I have a question here which you already partially answered. In what time period did you work with Professor Goldhaber? You said it was about 1963…

Trilling:

It started in 1963 to the late 1980s. And I’m not 100 percent sure if it was 1987 or 1988. It is whenever he started working on the Supernova Cosmology Project. It was sometime in the late 1980s. I would guess 1987 but maybe I’m off by a year.

Pavlish:

May I ask you what it was like working with Professor Goldhaber?

Trilling:

I would say, overall it was extremely enjoyable. I think that if the answer had not been that it was extremely enjoyable, then we would not have stayed together for so many years.

Pavlish:

What characteristics do you think distinguish a scientist, or a great scientist, and Professor Goldhaber in particular?

Trilling:

Curiosity of course is one of the obvious ingredients. Curiosity and an insight into what is likely to be interesting and important. I mean, you can make lots of measurements and you can do lots of things, and some of them will not be of any particular interest, and some of them will turn out to be very important. I think that one way of phrasing it, that people sometimes use, is having a nose for discovery. That is, being able to feel out what directions might be interesting, what directions might lead to something new and exciting, without necessarily knowing ahead of time what it is that’s going to come out. But just a certain sense of what directions are likely to prove really interesting. A perfect example of that, now there are many examples, a perfect example is the most recent one, which is that Gerson Goldhaber joined this Supernova Cosmology Project. In fact, no one expected the excitement of results that it actually produced in 1998 when the great discoveries out of that program came. This is just an example, there are many examples. He had a real feel for which directions to go which were going to be productive, interesting, and important.
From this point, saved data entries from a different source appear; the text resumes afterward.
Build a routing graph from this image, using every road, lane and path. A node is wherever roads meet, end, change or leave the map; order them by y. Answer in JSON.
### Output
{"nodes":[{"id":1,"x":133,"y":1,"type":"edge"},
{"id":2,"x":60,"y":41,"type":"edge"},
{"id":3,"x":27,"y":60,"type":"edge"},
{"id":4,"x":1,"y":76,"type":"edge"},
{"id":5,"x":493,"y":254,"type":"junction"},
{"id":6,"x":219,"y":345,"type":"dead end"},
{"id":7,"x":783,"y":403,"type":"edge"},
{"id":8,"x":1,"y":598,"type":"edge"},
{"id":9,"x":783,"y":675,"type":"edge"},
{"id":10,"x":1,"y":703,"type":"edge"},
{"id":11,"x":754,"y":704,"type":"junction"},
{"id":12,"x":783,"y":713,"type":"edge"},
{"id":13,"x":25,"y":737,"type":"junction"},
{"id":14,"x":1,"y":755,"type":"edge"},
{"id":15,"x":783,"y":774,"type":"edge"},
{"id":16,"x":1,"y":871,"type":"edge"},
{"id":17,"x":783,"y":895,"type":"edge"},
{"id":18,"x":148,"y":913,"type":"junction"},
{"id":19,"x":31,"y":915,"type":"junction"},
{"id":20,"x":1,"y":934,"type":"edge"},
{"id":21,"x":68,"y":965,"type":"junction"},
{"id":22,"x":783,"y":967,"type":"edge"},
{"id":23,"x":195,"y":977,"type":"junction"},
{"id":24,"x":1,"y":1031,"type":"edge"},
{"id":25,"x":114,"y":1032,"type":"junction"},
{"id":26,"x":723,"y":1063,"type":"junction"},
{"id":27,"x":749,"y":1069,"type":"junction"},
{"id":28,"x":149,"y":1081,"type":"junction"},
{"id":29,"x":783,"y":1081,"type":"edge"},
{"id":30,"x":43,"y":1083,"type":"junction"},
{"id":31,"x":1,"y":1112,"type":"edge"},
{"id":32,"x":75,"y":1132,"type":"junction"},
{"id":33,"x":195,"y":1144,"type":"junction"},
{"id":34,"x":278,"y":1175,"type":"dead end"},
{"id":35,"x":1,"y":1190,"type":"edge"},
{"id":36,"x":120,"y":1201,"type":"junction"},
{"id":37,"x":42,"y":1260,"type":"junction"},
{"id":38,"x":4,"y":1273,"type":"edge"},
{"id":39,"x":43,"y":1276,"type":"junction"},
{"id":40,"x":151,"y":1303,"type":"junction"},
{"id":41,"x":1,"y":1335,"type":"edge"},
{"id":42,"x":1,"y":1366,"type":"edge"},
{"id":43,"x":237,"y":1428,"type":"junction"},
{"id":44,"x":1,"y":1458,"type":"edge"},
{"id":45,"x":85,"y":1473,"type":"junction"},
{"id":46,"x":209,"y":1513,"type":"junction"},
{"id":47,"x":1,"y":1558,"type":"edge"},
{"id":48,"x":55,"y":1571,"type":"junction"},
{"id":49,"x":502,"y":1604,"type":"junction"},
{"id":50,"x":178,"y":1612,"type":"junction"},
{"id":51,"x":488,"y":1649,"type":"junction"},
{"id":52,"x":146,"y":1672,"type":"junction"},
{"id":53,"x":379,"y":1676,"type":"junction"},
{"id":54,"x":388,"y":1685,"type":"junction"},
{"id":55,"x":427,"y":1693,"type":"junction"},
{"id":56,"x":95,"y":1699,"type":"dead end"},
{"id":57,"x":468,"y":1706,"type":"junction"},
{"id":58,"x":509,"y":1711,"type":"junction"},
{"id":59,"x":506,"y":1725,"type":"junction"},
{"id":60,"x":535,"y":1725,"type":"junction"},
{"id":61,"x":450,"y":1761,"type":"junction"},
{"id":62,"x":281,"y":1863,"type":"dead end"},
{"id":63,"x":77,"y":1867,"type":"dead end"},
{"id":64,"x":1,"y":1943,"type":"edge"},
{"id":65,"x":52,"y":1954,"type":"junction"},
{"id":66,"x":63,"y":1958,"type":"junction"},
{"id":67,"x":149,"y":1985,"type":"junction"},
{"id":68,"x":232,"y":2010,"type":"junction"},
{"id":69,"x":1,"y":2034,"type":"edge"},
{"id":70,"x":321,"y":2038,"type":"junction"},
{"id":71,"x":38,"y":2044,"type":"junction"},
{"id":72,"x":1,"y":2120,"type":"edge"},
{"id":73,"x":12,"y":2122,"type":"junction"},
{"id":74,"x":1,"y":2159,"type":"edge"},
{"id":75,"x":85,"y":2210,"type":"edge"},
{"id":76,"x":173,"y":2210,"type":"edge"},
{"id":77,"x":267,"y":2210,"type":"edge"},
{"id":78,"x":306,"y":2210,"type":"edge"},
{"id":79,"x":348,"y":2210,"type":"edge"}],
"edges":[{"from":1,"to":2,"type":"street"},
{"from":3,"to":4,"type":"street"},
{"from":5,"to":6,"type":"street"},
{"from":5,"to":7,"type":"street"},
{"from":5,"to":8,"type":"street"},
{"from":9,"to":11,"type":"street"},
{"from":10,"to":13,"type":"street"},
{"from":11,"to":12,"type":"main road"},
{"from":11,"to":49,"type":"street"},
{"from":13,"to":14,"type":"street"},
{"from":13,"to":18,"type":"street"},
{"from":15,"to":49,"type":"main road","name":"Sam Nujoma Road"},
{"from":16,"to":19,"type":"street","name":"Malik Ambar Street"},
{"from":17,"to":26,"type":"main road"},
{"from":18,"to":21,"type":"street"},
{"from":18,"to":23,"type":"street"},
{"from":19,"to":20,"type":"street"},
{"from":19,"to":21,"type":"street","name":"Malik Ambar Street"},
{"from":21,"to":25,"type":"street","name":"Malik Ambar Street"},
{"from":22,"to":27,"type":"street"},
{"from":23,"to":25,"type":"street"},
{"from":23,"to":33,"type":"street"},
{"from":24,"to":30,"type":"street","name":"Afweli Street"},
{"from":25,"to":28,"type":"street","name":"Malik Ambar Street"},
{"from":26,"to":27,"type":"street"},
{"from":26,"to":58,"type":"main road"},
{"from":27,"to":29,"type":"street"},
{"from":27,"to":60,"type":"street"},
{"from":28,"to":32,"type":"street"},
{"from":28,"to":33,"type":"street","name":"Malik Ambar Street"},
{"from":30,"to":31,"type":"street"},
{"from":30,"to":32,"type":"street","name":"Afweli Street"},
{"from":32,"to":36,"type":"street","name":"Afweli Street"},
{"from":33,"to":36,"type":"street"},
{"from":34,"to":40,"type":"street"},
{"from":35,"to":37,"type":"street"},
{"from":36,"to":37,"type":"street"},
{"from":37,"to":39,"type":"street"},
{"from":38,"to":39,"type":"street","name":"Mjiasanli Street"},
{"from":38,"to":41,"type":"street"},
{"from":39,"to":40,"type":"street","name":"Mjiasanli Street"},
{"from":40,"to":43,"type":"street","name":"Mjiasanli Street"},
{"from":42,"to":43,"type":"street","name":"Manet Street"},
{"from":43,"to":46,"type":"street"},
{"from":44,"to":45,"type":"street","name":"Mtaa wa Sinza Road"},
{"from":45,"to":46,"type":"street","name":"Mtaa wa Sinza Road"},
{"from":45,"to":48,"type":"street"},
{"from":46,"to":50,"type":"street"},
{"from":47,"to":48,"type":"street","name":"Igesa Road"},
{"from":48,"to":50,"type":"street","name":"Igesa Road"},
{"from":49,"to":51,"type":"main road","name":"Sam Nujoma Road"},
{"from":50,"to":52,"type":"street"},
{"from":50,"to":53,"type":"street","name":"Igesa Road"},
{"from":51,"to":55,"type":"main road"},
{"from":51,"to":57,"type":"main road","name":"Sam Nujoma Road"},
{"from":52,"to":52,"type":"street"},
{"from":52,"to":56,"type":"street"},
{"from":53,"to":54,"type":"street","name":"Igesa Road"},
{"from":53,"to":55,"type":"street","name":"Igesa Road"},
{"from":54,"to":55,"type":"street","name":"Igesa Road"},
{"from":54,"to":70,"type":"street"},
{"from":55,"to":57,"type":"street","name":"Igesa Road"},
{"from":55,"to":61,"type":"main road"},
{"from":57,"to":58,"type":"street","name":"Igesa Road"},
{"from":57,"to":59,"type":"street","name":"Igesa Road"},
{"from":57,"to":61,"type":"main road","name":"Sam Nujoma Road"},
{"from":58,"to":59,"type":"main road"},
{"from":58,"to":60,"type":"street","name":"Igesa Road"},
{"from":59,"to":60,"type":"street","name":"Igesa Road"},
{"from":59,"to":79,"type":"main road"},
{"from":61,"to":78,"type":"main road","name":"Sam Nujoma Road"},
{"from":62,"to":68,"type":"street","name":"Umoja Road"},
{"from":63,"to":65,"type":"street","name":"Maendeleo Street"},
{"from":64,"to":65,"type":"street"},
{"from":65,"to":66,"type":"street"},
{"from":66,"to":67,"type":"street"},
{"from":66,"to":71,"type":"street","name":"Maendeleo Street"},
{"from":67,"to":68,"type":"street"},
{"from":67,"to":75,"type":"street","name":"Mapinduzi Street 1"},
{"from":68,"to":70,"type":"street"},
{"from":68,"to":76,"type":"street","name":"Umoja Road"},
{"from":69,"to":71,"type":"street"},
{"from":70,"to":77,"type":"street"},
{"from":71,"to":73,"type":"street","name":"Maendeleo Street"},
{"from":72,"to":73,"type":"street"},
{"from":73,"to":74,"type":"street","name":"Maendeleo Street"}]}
He adjusted the directions of his program. It was a group decision. But he was certainly a very strong proponent of our joining the Mark I program at SLAC, at SPEAR. Again, nobody knew what would come out of this, if anything interesting would come out of it. But of course, some very important results came out of it. Not every scientist has that capability, but Gerson does. And that’s one of the things that makes him really a very outstanding scientist.

Pavlish:

Do you have any stories or anecdotes about your work with Professor Goldhaber that you’d like to share?

Trilling:

Gosh, I don’t know. If I thought hard enough I could probably think of some, but I can’t think of any right now. If I think of it, I’ll send you an email.

Pavlish:

That’s all my questions for the day. Thank you very much for your time.